While nearly half the state saw a need to change course rapidly, the thin majority flat resisted. A people’s revolution may have founded this country, but in terms of dynamic unshackling from entrenched powers, it seems to have lost its appeal.
This is the long-standing, occasionally admirable stubbornness of the electorate -- refusing to admit it possibly made an error and then finding resolve to rectify it. It produced, without talk about Tea Party fever and Democratic homebodies (the excuse for what happened two years ago) -- a clear replication of 2010, something most of the national TV public didn’t realize because they didn’t examine the final numbers.
Too bad GOP Gov. Scott Walker wasn’t privy to the exit polls. They indicated most of June 5’s voters made up their minds months ago. It would have saved him and his supporters nearly $49 million in campaign money endlessly blitzing the state.
Walker’s sizeable money advantage clearly had an impact in deflecting arguments about his administrative ability and his fact-fudging. It let him further myths. His dollar advantage was 8-to-1 at the end and started 10-to-1. But all that spending was unnecessary because the electorate was stiff-necked in letting him run his course.
So huge money can prop up bad leaders, but stubbornness in the electorate is an even bigger factor. Americans are great at reacting to the aftermath of floods, but not so good at moving to higher ground when they have built their houses on mud.
Unlike the curious unfolding of Tuesday night – when networks called the race for Walker within minutes of the official poll-closing time, even while long lines in Milwaukee were still voting and the victory margin was rapidly subsiding from 19% at the time of the call -- the final outcome was remarkably similar to 2010 despite all the hoopla on the ground. About as close as that year and about the same divisiveness as that year.

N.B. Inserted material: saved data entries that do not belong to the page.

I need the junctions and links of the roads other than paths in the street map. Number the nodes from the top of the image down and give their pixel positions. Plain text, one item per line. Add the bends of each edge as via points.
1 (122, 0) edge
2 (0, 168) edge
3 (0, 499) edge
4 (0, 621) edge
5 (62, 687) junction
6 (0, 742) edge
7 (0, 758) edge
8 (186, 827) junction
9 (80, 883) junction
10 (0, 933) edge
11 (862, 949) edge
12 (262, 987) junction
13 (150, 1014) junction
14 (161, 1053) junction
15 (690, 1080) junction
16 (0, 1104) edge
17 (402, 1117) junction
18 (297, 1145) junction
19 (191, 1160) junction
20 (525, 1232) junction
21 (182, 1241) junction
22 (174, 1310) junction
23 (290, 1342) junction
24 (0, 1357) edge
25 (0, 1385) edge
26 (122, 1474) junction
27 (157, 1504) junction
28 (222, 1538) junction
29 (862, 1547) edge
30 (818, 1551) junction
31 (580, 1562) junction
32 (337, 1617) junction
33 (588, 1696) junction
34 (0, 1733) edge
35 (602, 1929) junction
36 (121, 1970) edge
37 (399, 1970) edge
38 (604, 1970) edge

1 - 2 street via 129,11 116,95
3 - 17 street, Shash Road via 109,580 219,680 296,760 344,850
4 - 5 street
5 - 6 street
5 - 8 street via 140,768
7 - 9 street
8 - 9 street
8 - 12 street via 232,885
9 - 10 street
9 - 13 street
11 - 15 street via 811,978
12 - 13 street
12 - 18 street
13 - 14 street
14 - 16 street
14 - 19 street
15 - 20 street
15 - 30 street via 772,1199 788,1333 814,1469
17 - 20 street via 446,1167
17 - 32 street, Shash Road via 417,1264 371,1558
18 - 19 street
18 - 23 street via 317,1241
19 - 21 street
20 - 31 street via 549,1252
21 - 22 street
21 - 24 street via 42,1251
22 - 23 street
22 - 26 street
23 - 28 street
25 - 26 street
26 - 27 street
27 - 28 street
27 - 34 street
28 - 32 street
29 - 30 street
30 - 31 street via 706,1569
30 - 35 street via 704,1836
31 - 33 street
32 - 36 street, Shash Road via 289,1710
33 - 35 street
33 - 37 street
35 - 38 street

The turnout was not of presidential proportions, perhaps 57%. Barrett clearly needed 65% turnout to close the gap – and clearly his side thought he had it. As it was, he barely won counties he should have walked home in, and lost counties he should have dominated, such as Racine.

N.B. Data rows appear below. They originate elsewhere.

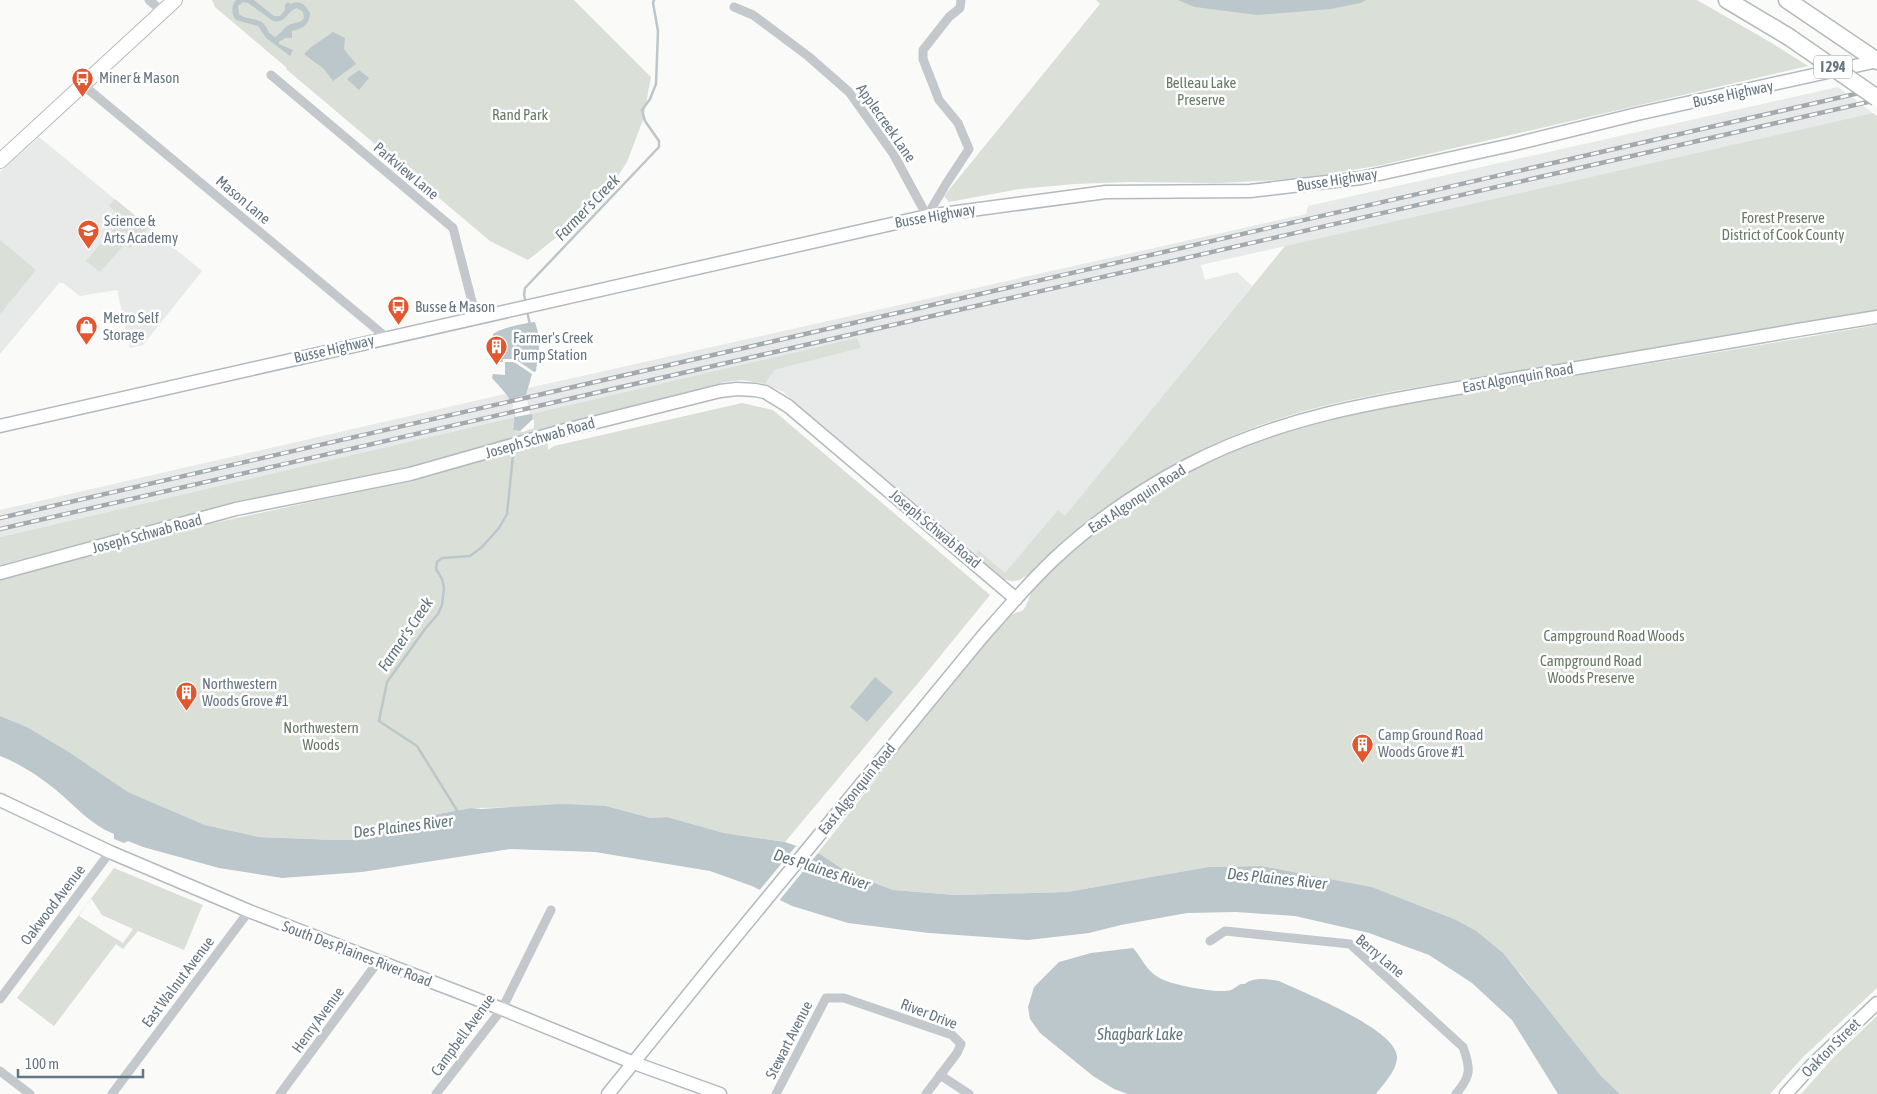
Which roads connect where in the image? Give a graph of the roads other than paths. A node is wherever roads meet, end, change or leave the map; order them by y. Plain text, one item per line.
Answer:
1 (150, 0) edge
2 (175, 0) edge
3 (961, 0) edge
4 (1727, 0) edge
5 (1788, 0) edge
6 (734, 7) dead end
7 (163, 12) junction
8 (1877, 61) edge
9 (271, 75) dead end
10 (83, 85) junction
11 (1877, 98) edge
12 (0, 161) edge
13 (927, 216) junction
14 (476, 317) junction
15 (1877, 317) edge
16 (386, 337) junction
17 (0, 426) edge
18 (0, 572) edge
19 (1016, 599) junction
20 (0, 800) edge
21 (110, 852) junction
22 (551, 910) dead end
23 (249, 911) junction
24 (1210, 941) dead end
25 (377, 963) junction
26 (826, 998) joint
27 (0, 999) edge
28 (1877, 1003) edge
29 (502, 1010) junction
30 (634, 1063) junction
31 (0, 1071) edge
32 (940, 1075) junction
33 (30, 1094) edge
34 (112, 1094) edge
35 (280, 1094) edge
36 (436, 1094) edge
37 (608, 1094) edge
38 (720, 1094) edge
39 (776, 1094) edge
40 (926, 1094) edge
41 (969, 1094) edge
42 (1456, 1094) edge
43 (1786, 1094) edge

1 - 7 street
2 - 7 main road
3 - 13 street
4 - 11 highway, I 294, bridge
5 - 8 highway, I 294
6 - 13 street, Applecreek Lane
7 - 10 main road
8 - 13 main road, Busse Highway
9 - 14 street, Parkview Lane
10 - 12 main road
10 - 16 street, Mason Lane
13 - 14 main road, Busse Highway
14 - 16 main road, Busse Highway
15 - 19 main road, East Algonquin Road
16 - 17 main road, Busse Highway
18 - 19 main road, Joseph Schwab Road
19 - 30 main road, East Algonquin Road
20 - 21 main road, South Des Plaines River Road
21 - 23 main road, South Des Plaines River Road
21 - 27 street, Oakwood Avenue
22 - 29 street, Campbell Avenue
23 - 25 main road, South Des Plaines River Road
23 - 34 street, East Walnut Avenue
24 - 42 street, Berry Lane
25 - 29 main road, South Des Plaines River Road
25 - 35 street, Henry Avenue
26 - 32 street, River Drive
26 - 39 street, Stewart Avenue
28 - 43 main road, Oakton Street
29 - 30 main road, South Des Plaines River Road
29 - 36 street, Campbell Avenue
30 - 37 main road, East Algonquin Road
30 - 38 main road, South Des Plaines River Road
31 - 33 street
32 - 40 street, River Drive
32 - 41 street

But at the last minute, Racine seems to have added a Democrat to the state senate, voting in John Lehman over incumbent GOPer Van Wanggaard, though a mandated recount is likely with a 779-vote margin. If Lehman’s win stands, the Democrats take control of the state senate from Walker, by one seat, 17-16.
In 2010, Walker drew 1,128,941 votes to Barrett’s 1,004,303. Both picked up considerably in 2012: 1,352,192 to 1,160,215. The 2010 percentage of 52-46 changed not much to 53-46, barely a hiccup given the incredible ferocity on the ground. Actually the numbers still mystify observers who saw the remarkably high turnout on both sides, which simply doesn’t translate into the final numbers.
All that confirmed a close division in the state and a likelihood of a continuing battle despite the GOP crowing. No wonder both pundits and political insiders in both parties expressed disbelief. Neither had made a convincing case.
But here’s what came through clearly: A statewide recall, never popular on either side, was the reluctance hardest to overcome for Barrett. He didn’t even enter the contest until voters apparently decided they would oppose the recall he was leading.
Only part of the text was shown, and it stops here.